In my life, however, I find this contradiction totally f-ing confusing.
(excuse my language)
How, how, how am I supposed to be driven and be focused and have a vision of what I want and go after it and never say die and just like Will Smith my way into success AND be present and be open and "go with the flow"?!? (um, I'm not really sure about the Will Smith reference...I think I watched some bio of him at some point where he seemed all "I will manifest my dreams" ish.)
This is sort of a rhetorical question (sort of), but I have so often felt that I yo-yo between two poles: either completely engaged in a kind of "hustle", doing and doing and doing, OR throwing my hands up in the air, pledging to "just be", and spending way too much time journaling.
Neither is comfortable.
Neither is fruitful.
And, neither lasts.
So I know that there is an in-between point. I know that there is a sweet-spot, where both things exist...I have yet to FIND it, but I know that it exists. That isn't entirely true of course...it's there when it's there. It's there when I'm engaged in what I'm doing without being worried about the outcome of what I'm doing.
Let me say that again: It's there when I'm engaged in what I'm doing without being worried about the outcome of what I'm doing.

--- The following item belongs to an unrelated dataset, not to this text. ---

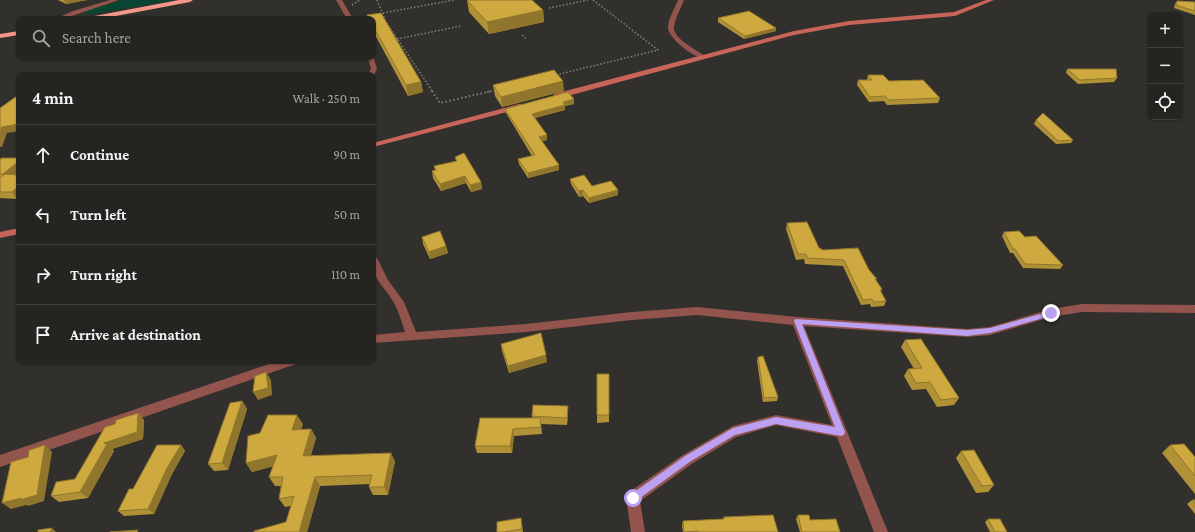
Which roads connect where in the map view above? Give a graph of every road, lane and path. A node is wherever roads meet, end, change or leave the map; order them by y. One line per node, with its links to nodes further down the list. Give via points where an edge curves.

As soon as I start to ask, "is this enough?", it's gone. As soon as I start to ask, "am I doing this right?", it's gone. As soon as I start to ask, "is there something else I'm supposed to be doing?", it's gone. And so I'm beginning to learn that the contradiction IS it. The pose is not one or the other, not soft or strong, it's both. And likewise my life can not be just effort or just ease--it must be both.
Root down and lift up.
Curl in and open.
Engage and release.
Inhale and exhale.
Inhale.
and
Exhale.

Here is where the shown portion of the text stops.